The academic experience has been challenging, to say the least. The volume of information thrown at you and that they expect you to process, evaluate and respond to is phenomenal. There is plenty of pre-reading for each lecture, lots of cold calling, multiple assignments (including group assignments) and exams. Each professor brings their own unique style, and its down to personal preference as to whether one prefers one style or another. Also it takes time to adapt – for example it took me a while to “get” our P&M tutor (in case you are reading this - Aloha Brett, hope Hobbit land is fun), but once I adapted, his were some of the best lectures. Others you appreciate straight away, particularly when they demonstrate the value of UDJ by winning money and then donating to the champagne fund, analysing the distribution of M&Ms or even that fifteen sided dice have uses, step forward Ilia.
The thing the professors do well is demonstrate the relevance of what they are saying to what you are likely to be doing in the future. While you may not do the full algebraic calculation of “Cournot” equilibrium or a full regression analysis, understanding the concepts makes you a far smarter observer of business and user of data. My feeling from P1 is that they are trying to make you “think smarter” while simultaneously attempting to make you observe your own behaviours as well as the behaviours of others, all from a different perspective. I would put P&M, UDJ, Fin. Accounting as more of the former (i.e. think smarter), and LPG more in the latter (think you, me and relationships). Financial Markets and Valuation is just a boot camp to bring everyone up to speed.

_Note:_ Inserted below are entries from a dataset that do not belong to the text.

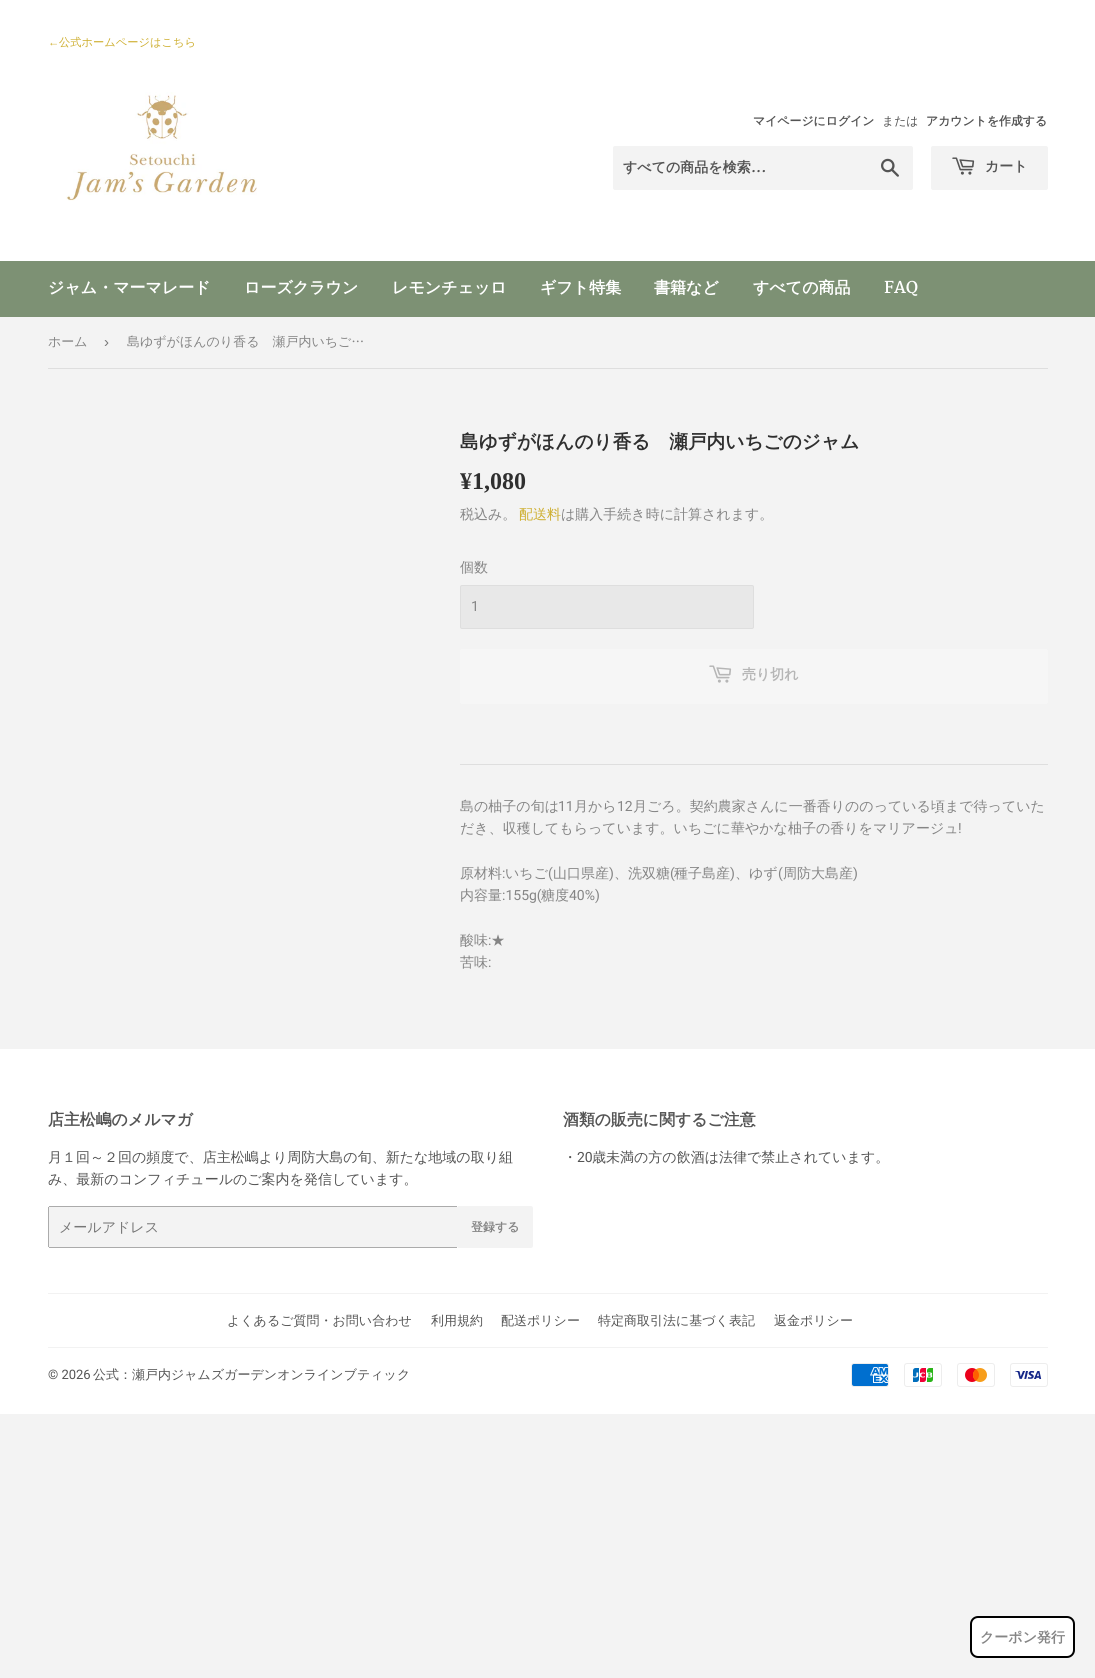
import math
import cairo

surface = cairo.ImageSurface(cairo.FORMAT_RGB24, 1095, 1678)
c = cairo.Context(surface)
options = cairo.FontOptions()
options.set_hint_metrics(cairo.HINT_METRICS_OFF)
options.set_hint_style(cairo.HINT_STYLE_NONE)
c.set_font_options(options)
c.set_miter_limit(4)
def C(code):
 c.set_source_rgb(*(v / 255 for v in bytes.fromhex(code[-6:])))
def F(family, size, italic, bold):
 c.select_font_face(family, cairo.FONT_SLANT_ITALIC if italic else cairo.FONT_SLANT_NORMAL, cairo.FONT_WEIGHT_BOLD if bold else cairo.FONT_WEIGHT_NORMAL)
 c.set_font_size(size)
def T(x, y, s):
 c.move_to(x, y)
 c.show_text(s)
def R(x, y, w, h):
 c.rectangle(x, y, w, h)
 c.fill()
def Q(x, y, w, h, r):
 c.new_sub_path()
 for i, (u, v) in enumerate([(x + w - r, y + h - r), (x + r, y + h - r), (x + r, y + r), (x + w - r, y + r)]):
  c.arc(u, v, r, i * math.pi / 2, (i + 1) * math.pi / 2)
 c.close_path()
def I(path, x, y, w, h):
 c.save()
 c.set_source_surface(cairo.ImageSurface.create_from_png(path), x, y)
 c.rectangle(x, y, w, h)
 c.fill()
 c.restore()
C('f3f3f3')
c.paint()
C('ffffff')
R(0,0,1095,261)
F('Liberation Sans',11.25,0,0)
C('ceaf31')
T(48,46,'←')
F('WenQuanYi Zen Hei Medium',11.25,0,0)
T(59,46,'公式ホームページはこちら')
I('1.png',66,92,191,109)
F('WenQuanYi Zen Hei',11.9,0,1)
C('545454')
T(753,125,'マイページにログイン')
F('WenQuanYi Zen Hei Medium',11.9,0,0)
T(882,125,'または')
F('WenQuanYi Zen Hei',11.9,0,1)
T(926,125,'アカウントを作成する')
C('f3f3f3')
Q(613,146,300,44,2)
c.fill()
F('WenQuanYi Zen Hei',14,0,1)
C('545454')
T(623,172,'すべての商品を検索')
F('Martel',14,0,1)
T(751,172,'...')
I('2.png',881,158,18,19)
C('f3f3f3')
Q(931,146,117,44,2)
c.fill()
I('3.png',952,157,23,18)
F('WenQuanYi Zen Hei',14,0,1)
C('545454')
T(985,171,'カート')
C('7d9174')
R(0,261,1095,56)
F('WenQuanYi Zen Hei',16,0,1)
C('ffffff')
T(48,293,'ジャム・マーマレード')
T(244,293,'ローズクラウン')
T(392,293,'レモンチェッロ')
T(540,293,'ギフト特集')
T(654,293,'書籍など')
T(753,293,'すべての商品')
F('Martel',16,0,1)
T(884,293,'FAQ')
C('dedede')
R(48,368,1000,1)
F('WenQuanYi Zen Hei Medium',13,0,0)
C('858585')
T(48,346,'ホーム')
F('Liberation Sans',15,0,0)
C('767676')
T(104,347,'›')
F('WenQuanYi Zen Hei Medium',13,0,0)
C('858585')
T(127,346,'島ゆずがほんのり香る　瀬戸内いちご…')
F('WenQuanYi Zen Hei',18.7,0,1)
C('2f2f2f')
T(460,448,'島ゆずがほんのり香る　瀬戸内いちごのジャム')
F('Liberation Serif',24,0,1)
T(460,489,'¥1,080')
F('WenQuanYi Zen Hei Medium',14,0,0)
C('858585')
T(460,519,'税込み。')
C('ceaf31')
T(519,519,'配送料')
C('858585')
T(561,519,'は購入手続き時に計算されます。')
T(460,572,'個数')
C('e8e8e8')
Q(460.5,585.5,293,43,1.5)
c.fill_preserve()
C('dedede')
c.set_line_width(1)
c.stroke()
F('Roboto',14,0,0)
C('858585')
T(471,611,'1')
C('f6f6f6')
Q(460,649,588,55,2)
c.fill()
I('4.png',709,665,23,18)
F('WenQuanYi Zen Hei',14,0,1)
C('b6b6b6')
T(742,679,'売り切れ')
C('dedede')
R(460,764,588,1)
F('WenQuanYi Zen Hei Medium',14,0,0)
C('858585')
T(460,811,'島の柚子の旬は')
F('Roboto',14,0,0)
T(558,811,'11')
F('WenQuanYi Zen Hei Medium',14,0,0)
T(574,811,'月から')
F('Roboto',14,0,0)
T(617,811,'12')
F('WenQuanYi Zen Hei Medium',14,0,0)
T(633,811,'月ごろ。契約農家さんに一番香りののっている頃まで待っていた')
T(460,833,'だき、収穫してもらっています。いちごに華やかな柚子の香りをマリアージュ')
F('Roboto',14,0,0)
T(958,833,'!')
F('WenQuanYi Zen Hei Medium',14,0,0)
T(460,878,'原材料')
F('Roboto',14,0,0)
T(502,878,':')
F('WenQuanYi Zen Hei Medium',14,0,0)
T(505,878,'いちご')
F('Roboto',14,0,0)
T(548,878,'(')
F('WenQuanYi Zen Hei Medium',14,0,0)
T(553,878,'山口県産')
F('Roboto',14,0,0)
T(609,878,')')
F('WenQuanYi Zen Hei Medium',14,0,0)
T(614,878,'、洗双糖')
F('Roboto',14,0,0)
T(670,878,'(')
F('WenQuanYi Zen Hei Medium',14,0,0)
T(674,878,'種子島産')
F('Roboto',14,0,0)
T(730,878,')')
F('WenQuanYi Zen Hei Medium',14,0,0)
T(735,878,'、ゆず')
F('Roboto',14,0,0)
T(778,878,'(')
F('WenQuanYi Zen Hei Medium',14,0,0)
T(783,878,'周防大島産')
F('Roboto',14,0,0)
T(853,878,')')
F('WenQuanYi Zen Hei Medium',14,0,0)
T(460,900,'内容量')
F('Roboto',14,0,0)
T(502,900,':155g(')
F('WenQuanYi Zen Hei Medium',14,0,0)
T(541,900,'糖度')
F('Roboto',14,0,0)
T(569,900,'40%)')
F('WenQuanYi Zen Hei Medium',14,0,0)
T(460,945,'酸味')
F('Roboto',14,0,0)
T(488,945,':')
F('WenQuanYi Zen Hei Medium',14,0,0)
T(491,945,'★')
T(460,967,'苦味')
F('Roboto',14,0,0)
T(488,967,':')
C('ffffff')
R(0,1049,1095,365)
F('WenQuanYi Zen Hei',15.9,0,1)
C('545454')
T(48,1125,'店主松嶋のメルマガ')
F('WenQuanYi Zen Hei Medium',14,0,0)
T(48,1162,'月１回～２回の頻度で、店主松嶋より周防大島の旬、新たな地域の取り組')
T(48,1184,'み、最新のコンフィチュールのご案内を発信しています。')
C('f3f3f3')
Q(48,1206,410,42,2)
c.fill()
C('ababab')
R(49,1206,408,1)
R(49,1247,408,1)
R(48,1207,1,40)
C('767676')
T(59,1232,'メールアドレス')
C('f3f3f3')
c.new_path()
c.move_to(458,1206)
c.line_to(531,1206)
c.curve_to(532,1206,533,1207,533,1208)
c.line_to(533,1246)
c.curve_to(533,1247,532,1248,531,1248)
c.line_to(458,1248)
c.close_path()
c.fill()
F('WenQuanYi Zen Hei',12,0,1)
C('858585')
T(471,1231,'登録する')
F('WenQuanYi Zen Hei',15.9,0,1)
C('545454')
T(563,1125,'酒類の販売に関するご注意')
F('WenQuanYi Zen Hei Medium',14,0,0)
T(563,1162,'・')
F('Roboto',14,0,0)
T(577,1162,'20')
F('WenQuanYi Zen Hei Medium',14,0,0)
T(592,1162,'歳未満の方の飲酒は法律で禁止されています。')
C('f2f2f2')
R(48,1293,1000,1)
F('WenQuanYi Zen Hei Medium',13,0,0)
C('545454')
T(227,1325,'よくあるご質問・お問い合わせ')
T(431,1325,'利用規約')
T(501,1325,'配送ポリシー')
T(598,1325,'特定商取引法に基づく表記')
T(774,1325,'返金ポリシー')
C('f2f2f2')
R(48,1347,1000,1)
F('Roboto',13,0,0)
C('545454')
T(48,1379,'© 2026')
F('WenQuanYi Zen Hei Medium',13,0,0)
T(93,1379,'公式：瀬戸内ジャムズガーデンオンラインブティック')
I('5.png',851,1363,38,24)
I('6.png',904,1363,38,24)
I('7.png',957,1363,38,24)
I('8.png',1010,1363,38,24)
C('ffffff')
Q(971,1617,103,40,7)
c.fill_preserve()
C('000000')
c.set_line_width(2)
c.stroke()
F('WenQuanYi Zen Hei',14,0,1)
C('858585')
T(980,1642,'クーポン発行')
surface.write_to_png('o.png')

Obviously, the benefit of each subject depends on the background of the individual. However, a totally biased and non-random sample indicates that most people have 2 subjects that they have got a lot out of. Personally, all have benefited me to some extent, whether adding a new perspective, reminding me of something I should know, or making me aware of my own propensity for cognitive dissonance (i.e. be a fool). For me LPG was a case of preaching to the converted, but even then the professor’s skill in linking the subject to our experience at INSEAD caused some serious re-evaluation of personal priorities.
It says a lot about the calibre of my classmates that everyone seems to take this in their stride. My classmates are a collection of incredibly gifted people (and WW). Whether, giving a brilliant analysis of financial performance, summarised with a snappy soundbite leading to a round of applause from the class, to a heated debate as to whether there is ever justification for bribery, you are constantly learning. Add to that their phenomenal ability (and I mean absolutely bona fide genius abilities) to organise parties, bars of the week, job treks, summits, speakers and international trips and you have an idea of the people.
As examples, in the week prior to exams i.e. when you are working flat out : a) for the last P&M lecture everyone managed to get hold of “Aloha” Hawaiian shirts and attended the lecture in these shirts. Brett, the professor, was, pre-lecture, walking around the campus shaking his head in amazement. Of course this was only the beginning, as the first section hired an Obi Wan Kenobi Jedi outfit for Brett– including lightsaber - and made him dress up to do the lecture as the Jedi master. There then followed the “Microwars” video see http://alex-lili.blogspot.com/, which was put together in 24 hours by a few of my classmates. Absolute genius – nice one Lili and Alex! The other section followed this by, en masse half way through the lecture, dancing a coordinated traditional Hawaiian dance, with accompanying music;
b) Furthermore, in the follow up UDJ lecture, the professor found himself receiving a presentation on an analysis of the qualities INSEAD students regard as being the key to a professor’s success. The presentation starred Angelina Jolie, Brad Pitt and Ilia, and included a phone call to Ilia from Angelina. The fact that both professors enjoyed the “set-ups” and requested copies says a lot about the INSEAD spirit.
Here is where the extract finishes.